With the solar panels installed next to Caliente Springs Resort in Desert Hot Springs, Calif., “We’re going to be generating a lot of electricity,” co-owner Timonthy Manthie told Woodall’s Campground Management. Indeed, about one megawatt of power each year.
Conveniently located on top of subterranean hot springs, Caliente Springs never has to use natural gas or electricity to heat its five swimming pools and 13 hot spas. But the resort does have to use to electricity — and lots of it — to pump the naturally heated water from deep underground wells into its swimming pools and spas. And with recent electricity rate increases from Southern California Edison, the cost of running those pumps — about 50 of them in all — combined with the costs of providing electricity to a 700-site RV resort, Caliente Springs’ electricity bill is more than $100,000 a year.
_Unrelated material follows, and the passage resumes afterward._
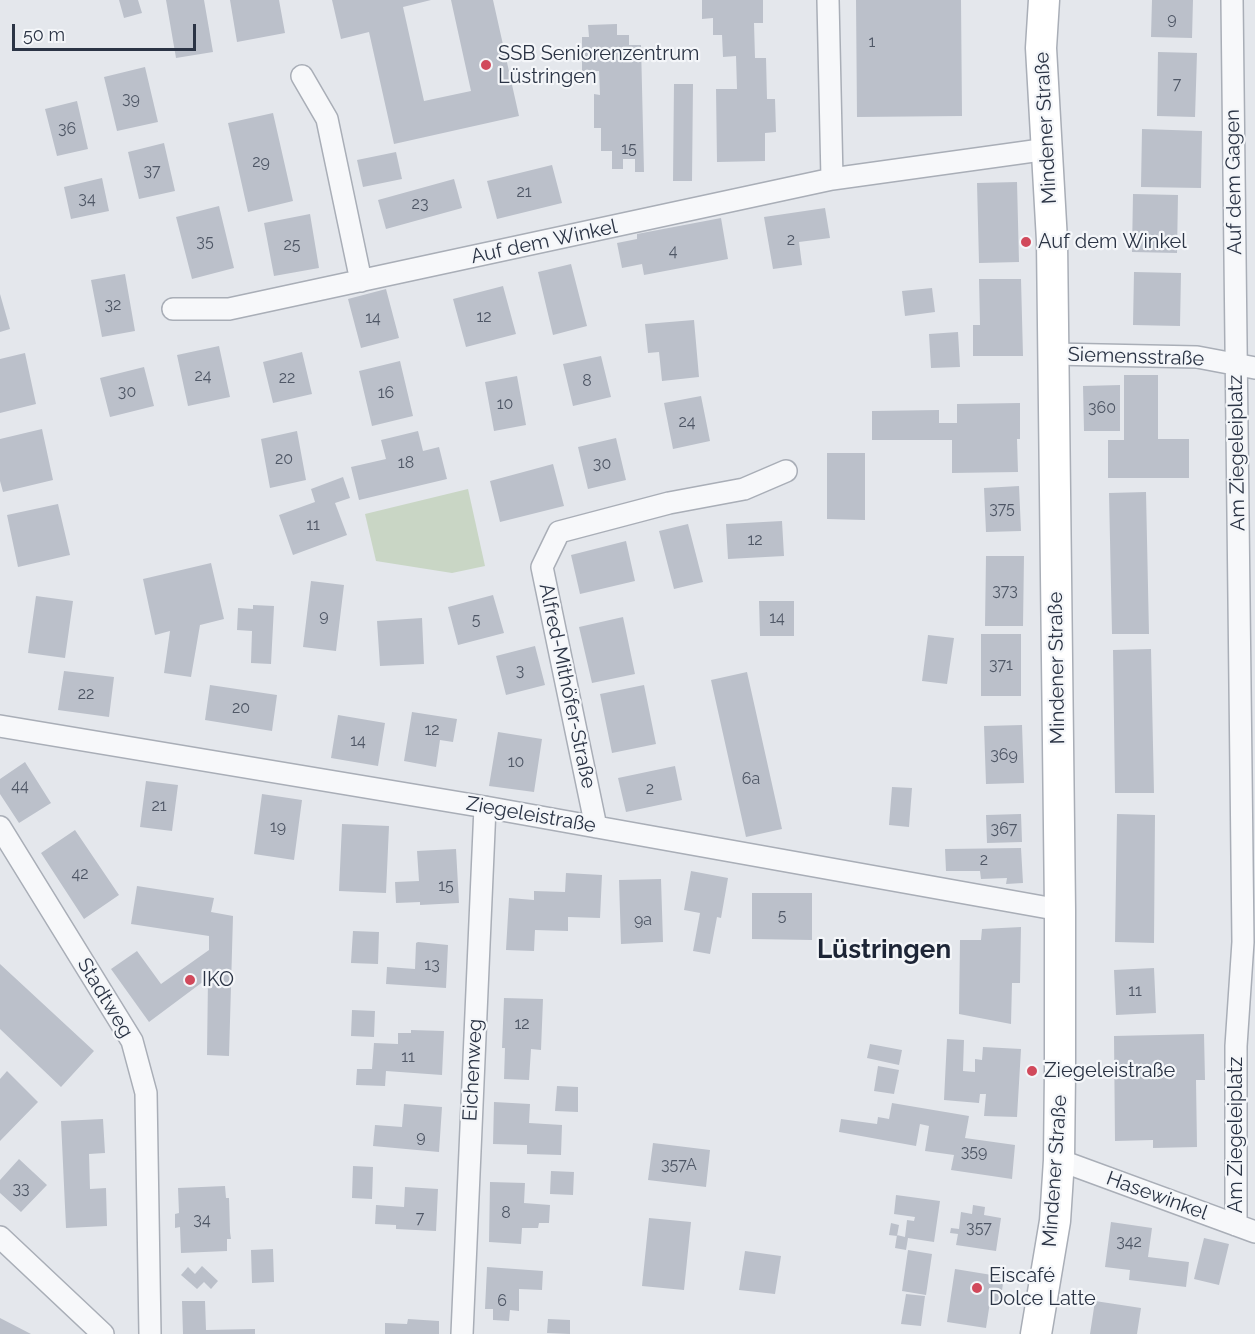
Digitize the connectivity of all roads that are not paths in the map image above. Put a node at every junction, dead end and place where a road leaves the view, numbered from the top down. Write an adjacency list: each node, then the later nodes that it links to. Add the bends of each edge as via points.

But the Manthie brothers think they can offset their ever rising electricity bills by investing in solar power. Working with Irvine, Calif.-based Shorebreak Energy Developers Inc., they are installing enough solar panels to cover virtually all of Caliente Springs’ power needs.
In fact, the Manthie brothers are so convinced they can use solar power to reduce their electricity bills that they have plans to install another major solar power generation system this summer at another Desert Hot Springs park — the 891-site Sky Valley Resort. They also plan to install solar panels at another 180-site park they just recently acquired in Ehrenberg, Ariz.
Other park operators are similarly enthused about investing in solar power, particularly as electricity costs continue to increase.
“It’s critical for us,” said Bill Milligan, general manager of Rancho Los Coches RV Park in Lakeside, Calif.